The ships full of gas waiting off Europe’s coast

The huge tankers are waiting. Off the coasts of Spain, Portugal, the UK and other European nations lie dozens of giant ships packed full of liquefied natural gas (LNG).

Cooled to roughly -160C for transportation, the fossil fuel is in very high demand. Yet the ships remain at sea with their prized cargo.

After invading Ukraine in February, Russia curtailed gas supplies to Europe, sparking an energy crisis that sent the price of gas soaring. That led to fears of energy shortages and eye-watering bills for consumers.

“It’s built up for about, I would say, five to six weeks,” says Augustin Prate, vice president of energy and commodity markets at Kayrros, one of many observers who has watched the situation unfold.

He and colleagues track ships via AIS (Automatic Identification System) signals, which are broadcast by vessels to receivers, including on satellites.

“Clearly it’s a big story,” he says.

So why are ships loaded with LNG just hanging around Europe, exactly? The answer, as you might have guessed, is a little complicated.

Someone else who has watched the accumulation of vessels is Fraser Carson, a research analyst at Wood Mackenzie. This month, he counted 268 LNG ships on the water worldwide – noticeably above the one-year average of 241. Of those currently at sea, 51 are in the vicinity of Europe.

He explains that European nations plunged into a gas-buying spree over the summer that aimed to fill onshore storage tanks with gas. This was to ensure that heaps of fuel would be available to cover energy needs this winter.

The original target was to fill storage facilities to 80% of their total capacity by 1 November. That target has been met, and exceeded, far ahead of schedule. The latest data suggests storage is now at nearly 95% in total.

Imported LNG has played a key role in getting Europe to this point.

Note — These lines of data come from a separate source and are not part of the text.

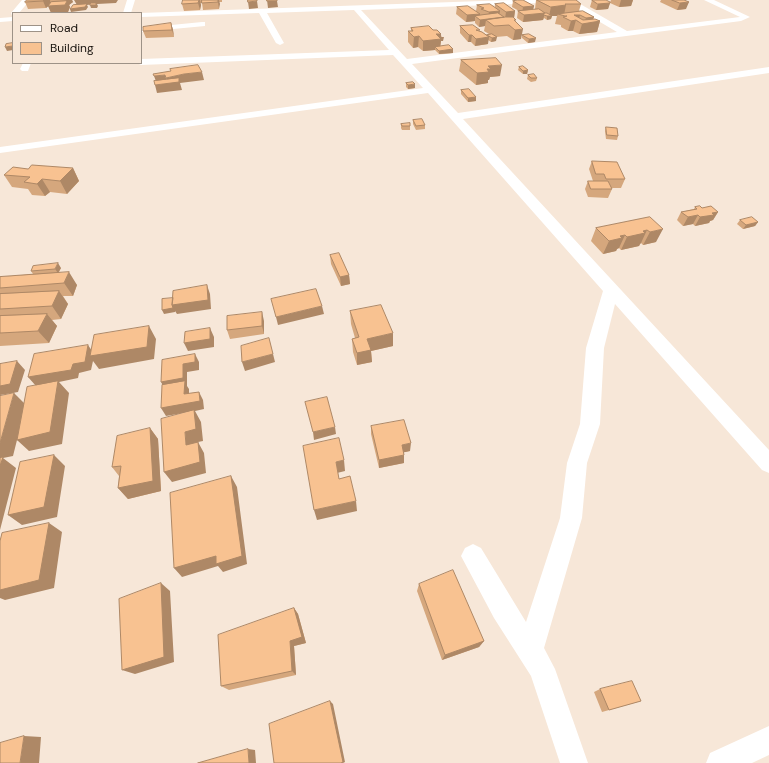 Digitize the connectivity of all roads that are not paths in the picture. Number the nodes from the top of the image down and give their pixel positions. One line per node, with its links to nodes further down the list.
1 (26, 0): 9 (street)
2 (131, 0): 10 (street)
3 (567, 0): 4 (street); 6 (street); 18 (street)
4 (572, 0)
5 (708, 0): 18 (street)
6 (528, 1): 7 (street)
7 (424, 2): 8 (street)
8 (356, 8): 11 (street); 20 (street)
9 (16, 12)
10 (127, 12)
11 (263, 14): 12 (street); 15 (street); 19 (street)
12 (142, 15)
13 (12, 18): 14 (street)
14 (0, 20)
15 (234, 21)
16 (210, 23): 17 (street)
17 (142, 30)
18 (626, 34): 20 (street)
19 (280, 43)
20 (401, 57): 21 (street); 23 (street)
21 (142, 62)
22 (769, 70): 24 (street)
23 (430, 90): 24 (street); 25 (street)
24 (455, 117): 26 (street)
25 (0, 150)
26 (611, 289): 27 (street); 29 (street)
27 (769, 464)
28 (473, 556): 29 (street)
29 (530, 651): 31 (street)
30 (769, 740): 32 (street)
31 (574, 763)
32 (720, 763)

But as LNG continues to be brought ashore, demand for facilities that heat the liquid and turn it back into gas remains high. There aren’t very many such plants in Europe, partly because the continent has long relied on gas delivered via pipelines from Russia instead.

So that’s one reason why LNG ships are waiting around – some are queuing for access to regasification terminals. In the meantime, Germany and the Netherlands have invested in new regasification facilities. Some, rapidly built using converted LNG ships pinned to docksides, are expected to become operational within months.

On top of this bottleneck, less gas is getting used up in Europe than it otherwise might at present because the weather has been very mild well into October.

Plus, as Antoine Halff, co-founder of Kayrros notes, industrial activities that rely on gas have relaxed. This is something he and his colleagues track by scouring satellite images of factories.

“There’s been a very dramatic reduction in cement and steel production in Europe,” he says.

It all means that a market situation called contango has emerged for LNG, says Mr Carson. That is, when the future price of a commodity is higher than today’s price.

“You would get a higher price for a delivery for January than you would in November,” he explains.

Michelle Wiese Bockmann, markets editor and analyst at the shipping journal Lloyd’s List, says that just by waiting to deliver in December rather than November, the difference in profit could be in the order of tens of millions of dollars per shipment.

While it is possible that buyers elsewhere in the world could snap up the cargoes of some waiting ships, meaning they might leave and head to Asia, for example, it may yet benefit Europe to have a glut of LNG literally floating around.

Some observers say having the ships wait around is partly a good thing – you want the gas to be available when you need it.

The only spanner in the works is the sobering sums involved. Feverish demand for gas means that countries have already paid extraordinary amounts to secure it.

Germany spent 49.5bn euros (£43.25bn) on imports between January and August, according to the Reuters news agency. That’s compared to 17.1bn euros during the same period in 2021.

This is “market forces” at work, says Ms Bockmann. But she emphasises that European nations are “in the best possible position that they could be [in], given the geopolitical situation”.

Mr Carson agrees, adding: “In terms of what can actually be done at the moment, the market has responded appropriately.”

The real question is what happens next. With gas secured for the coming weeks at least, the price of the commodity in Europe has begun to fall.

Benchmark gas prices in Europe have fallen dramatically since August, but are still more than twice the price they were this time last year.

However, further disruptions to supply and very cold winter months could potentially change the picture yet again.

There’s also the global situation to consider. Heightened demand for LNG imports in Europe has boosted competition for gas around the world. Countries such as Pakistan and Bangladesh that rely on LNG, but which have less financial leverage in the market, have been stung by the current situation.

In general, some LNG that might traditionally have gone to Asia has this year sailed to Europe. It has effectively been “a huge game of musical chairs”, says Mr Halff.

But some Asian nations, notably China, Japan and South Korea, which also use a lot of LNG, will likely seek significant imports in the colder months, potentially fuelling competition between continents.

For Corey Grindal, chief operating officer and head of worldwide trading at LNG producer Cheniere, what’s happening in the LNG market is “a very short-term phenomenon”.